YOUR OBJECTIVE
Whenever a line in the data holds the string "highway", pull that line out.

(EXTRACTED INFORMATION)

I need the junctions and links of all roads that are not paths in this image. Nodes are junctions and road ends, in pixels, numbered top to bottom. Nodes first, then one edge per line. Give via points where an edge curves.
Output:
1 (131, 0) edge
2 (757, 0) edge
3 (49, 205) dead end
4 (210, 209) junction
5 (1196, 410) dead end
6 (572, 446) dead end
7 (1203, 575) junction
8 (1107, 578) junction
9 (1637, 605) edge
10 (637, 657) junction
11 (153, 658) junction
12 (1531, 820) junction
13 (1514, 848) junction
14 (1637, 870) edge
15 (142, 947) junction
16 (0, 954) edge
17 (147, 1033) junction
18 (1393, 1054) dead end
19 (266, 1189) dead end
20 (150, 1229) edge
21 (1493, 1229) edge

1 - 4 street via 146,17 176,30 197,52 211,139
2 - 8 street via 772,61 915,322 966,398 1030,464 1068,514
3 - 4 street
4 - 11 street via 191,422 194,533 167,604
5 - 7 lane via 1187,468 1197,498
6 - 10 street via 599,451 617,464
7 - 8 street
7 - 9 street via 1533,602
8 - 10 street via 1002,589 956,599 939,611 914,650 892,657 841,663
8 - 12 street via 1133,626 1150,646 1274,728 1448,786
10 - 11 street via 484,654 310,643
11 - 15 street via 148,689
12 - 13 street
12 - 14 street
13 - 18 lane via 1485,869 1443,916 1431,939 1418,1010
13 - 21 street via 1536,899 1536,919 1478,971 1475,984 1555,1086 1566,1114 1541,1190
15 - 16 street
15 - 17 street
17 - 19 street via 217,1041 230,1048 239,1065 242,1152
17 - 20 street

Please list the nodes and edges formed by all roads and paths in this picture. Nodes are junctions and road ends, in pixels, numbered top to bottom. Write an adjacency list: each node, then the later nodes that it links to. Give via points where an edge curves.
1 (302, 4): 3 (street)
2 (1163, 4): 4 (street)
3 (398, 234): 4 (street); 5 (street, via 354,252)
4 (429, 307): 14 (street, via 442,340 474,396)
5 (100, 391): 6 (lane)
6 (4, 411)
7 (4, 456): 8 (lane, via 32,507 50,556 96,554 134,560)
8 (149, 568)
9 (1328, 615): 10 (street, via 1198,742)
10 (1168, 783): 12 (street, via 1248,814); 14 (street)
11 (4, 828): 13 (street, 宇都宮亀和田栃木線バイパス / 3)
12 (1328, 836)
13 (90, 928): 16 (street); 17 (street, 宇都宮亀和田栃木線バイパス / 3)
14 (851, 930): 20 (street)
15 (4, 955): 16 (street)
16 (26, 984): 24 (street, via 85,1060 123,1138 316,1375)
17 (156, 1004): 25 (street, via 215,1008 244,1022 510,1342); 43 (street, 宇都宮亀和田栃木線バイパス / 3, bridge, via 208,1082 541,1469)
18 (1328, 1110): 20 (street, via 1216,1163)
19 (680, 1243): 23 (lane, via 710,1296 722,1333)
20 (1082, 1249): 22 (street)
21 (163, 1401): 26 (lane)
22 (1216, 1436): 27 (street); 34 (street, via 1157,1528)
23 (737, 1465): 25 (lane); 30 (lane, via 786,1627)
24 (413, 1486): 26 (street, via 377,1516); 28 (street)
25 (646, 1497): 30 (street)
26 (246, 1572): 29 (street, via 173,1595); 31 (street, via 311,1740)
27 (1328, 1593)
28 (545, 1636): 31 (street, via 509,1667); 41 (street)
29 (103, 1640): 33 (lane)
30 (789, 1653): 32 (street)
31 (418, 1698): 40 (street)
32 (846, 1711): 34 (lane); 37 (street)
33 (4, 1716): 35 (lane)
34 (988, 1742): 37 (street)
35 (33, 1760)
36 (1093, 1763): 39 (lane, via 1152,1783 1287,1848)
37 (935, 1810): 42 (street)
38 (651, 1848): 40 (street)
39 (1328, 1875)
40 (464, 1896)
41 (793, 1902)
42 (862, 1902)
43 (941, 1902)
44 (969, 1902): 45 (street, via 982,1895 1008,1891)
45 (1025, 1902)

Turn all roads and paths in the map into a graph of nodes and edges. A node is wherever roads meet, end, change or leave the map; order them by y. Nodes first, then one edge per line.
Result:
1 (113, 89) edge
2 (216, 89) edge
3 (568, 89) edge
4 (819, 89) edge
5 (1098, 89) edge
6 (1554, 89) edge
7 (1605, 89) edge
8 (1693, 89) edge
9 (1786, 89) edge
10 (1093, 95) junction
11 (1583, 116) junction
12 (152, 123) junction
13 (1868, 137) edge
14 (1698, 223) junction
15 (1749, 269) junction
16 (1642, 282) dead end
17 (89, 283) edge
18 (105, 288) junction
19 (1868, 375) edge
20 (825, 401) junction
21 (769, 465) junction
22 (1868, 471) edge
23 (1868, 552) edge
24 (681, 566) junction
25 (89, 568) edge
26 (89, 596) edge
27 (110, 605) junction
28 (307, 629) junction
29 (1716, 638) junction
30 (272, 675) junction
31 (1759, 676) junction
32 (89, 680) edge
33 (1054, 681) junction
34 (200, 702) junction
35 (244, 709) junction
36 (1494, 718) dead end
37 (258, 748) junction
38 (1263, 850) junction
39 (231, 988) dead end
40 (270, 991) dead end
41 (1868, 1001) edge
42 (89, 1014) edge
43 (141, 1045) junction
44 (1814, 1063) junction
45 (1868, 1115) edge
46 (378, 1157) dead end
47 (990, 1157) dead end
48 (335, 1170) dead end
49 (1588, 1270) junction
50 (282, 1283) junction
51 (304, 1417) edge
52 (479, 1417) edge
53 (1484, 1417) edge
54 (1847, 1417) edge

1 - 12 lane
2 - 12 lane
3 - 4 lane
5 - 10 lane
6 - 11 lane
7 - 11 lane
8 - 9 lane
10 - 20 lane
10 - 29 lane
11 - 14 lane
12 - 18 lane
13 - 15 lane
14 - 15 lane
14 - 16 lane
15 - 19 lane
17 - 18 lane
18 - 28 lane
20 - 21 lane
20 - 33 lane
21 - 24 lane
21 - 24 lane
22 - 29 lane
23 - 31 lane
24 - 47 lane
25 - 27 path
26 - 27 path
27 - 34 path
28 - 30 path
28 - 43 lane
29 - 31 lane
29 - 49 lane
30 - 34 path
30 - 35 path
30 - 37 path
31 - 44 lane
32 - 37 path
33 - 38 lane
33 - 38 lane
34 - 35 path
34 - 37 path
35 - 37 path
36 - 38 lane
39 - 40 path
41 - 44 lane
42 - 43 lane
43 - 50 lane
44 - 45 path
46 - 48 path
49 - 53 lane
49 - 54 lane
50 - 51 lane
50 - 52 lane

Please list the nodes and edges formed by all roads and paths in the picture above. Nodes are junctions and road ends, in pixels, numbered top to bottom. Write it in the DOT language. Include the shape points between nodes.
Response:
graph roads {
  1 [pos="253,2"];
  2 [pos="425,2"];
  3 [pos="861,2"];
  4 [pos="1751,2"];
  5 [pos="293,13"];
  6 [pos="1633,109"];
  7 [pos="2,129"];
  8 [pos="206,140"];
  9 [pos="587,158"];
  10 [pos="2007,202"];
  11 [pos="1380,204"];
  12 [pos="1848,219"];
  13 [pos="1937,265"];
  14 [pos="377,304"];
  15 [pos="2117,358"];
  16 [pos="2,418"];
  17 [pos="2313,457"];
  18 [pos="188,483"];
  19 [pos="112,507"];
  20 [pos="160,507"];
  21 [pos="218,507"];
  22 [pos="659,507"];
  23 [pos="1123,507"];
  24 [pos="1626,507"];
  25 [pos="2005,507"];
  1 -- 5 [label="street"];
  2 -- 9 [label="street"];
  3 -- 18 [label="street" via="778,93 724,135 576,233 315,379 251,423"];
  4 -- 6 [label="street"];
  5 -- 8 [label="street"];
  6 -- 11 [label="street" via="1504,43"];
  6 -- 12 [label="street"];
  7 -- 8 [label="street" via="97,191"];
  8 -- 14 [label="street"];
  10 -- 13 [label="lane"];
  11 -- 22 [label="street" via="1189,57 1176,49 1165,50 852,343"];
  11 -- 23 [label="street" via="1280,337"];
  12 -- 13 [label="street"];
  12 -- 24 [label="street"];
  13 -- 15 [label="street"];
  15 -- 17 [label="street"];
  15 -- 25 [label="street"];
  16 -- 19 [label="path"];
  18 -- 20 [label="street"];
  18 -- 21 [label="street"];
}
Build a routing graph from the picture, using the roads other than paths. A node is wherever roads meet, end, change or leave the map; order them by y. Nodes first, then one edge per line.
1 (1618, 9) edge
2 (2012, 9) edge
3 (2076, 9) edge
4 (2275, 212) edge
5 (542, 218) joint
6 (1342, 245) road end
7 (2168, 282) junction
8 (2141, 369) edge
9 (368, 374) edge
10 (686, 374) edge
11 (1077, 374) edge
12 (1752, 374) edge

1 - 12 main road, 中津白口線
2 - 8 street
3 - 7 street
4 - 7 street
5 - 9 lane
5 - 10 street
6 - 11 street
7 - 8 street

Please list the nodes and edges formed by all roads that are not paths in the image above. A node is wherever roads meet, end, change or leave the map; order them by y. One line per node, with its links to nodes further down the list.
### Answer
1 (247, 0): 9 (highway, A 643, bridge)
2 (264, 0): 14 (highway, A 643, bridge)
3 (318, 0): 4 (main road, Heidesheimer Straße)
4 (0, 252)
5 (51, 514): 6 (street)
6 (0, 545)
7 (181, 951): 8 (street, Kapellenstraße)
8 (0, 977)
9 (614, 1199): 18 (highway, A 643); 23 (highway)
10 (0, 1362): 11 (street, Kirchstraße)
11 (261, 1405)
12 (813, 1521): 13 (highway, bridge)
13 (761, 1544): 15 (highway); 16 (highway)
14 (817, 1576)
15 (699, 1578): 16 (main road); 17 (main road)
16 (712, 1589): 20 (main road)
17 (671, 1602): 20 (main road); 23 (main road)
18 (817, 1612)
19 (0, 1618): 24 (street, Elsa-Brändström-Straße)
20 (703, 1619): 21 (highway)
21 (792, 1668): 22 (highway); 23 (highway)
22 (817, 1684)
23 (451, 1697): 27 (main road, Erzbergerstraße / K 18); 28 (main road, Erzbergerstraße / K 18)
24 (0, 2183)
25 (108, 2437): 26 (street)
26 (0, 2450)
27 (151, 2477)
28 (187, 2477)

(End EXTRACTED INFORMATION)

WRITTEN RESPONSE
1 (247, 0): 9 (highway, A 643, bridge)
2 (264, 0): 14 (highway, A 643, bridge)
9 (614, 1199): 18 (highway, A 643); 23 (highway)
12 (813, 1521): 13 (highway, bridge)
13 (761, 1544): 15 (highway); 16 (highway)
20 (703, 1619): 21 (highway)
21 (792, 1668): 22 (highway); 23 (highway)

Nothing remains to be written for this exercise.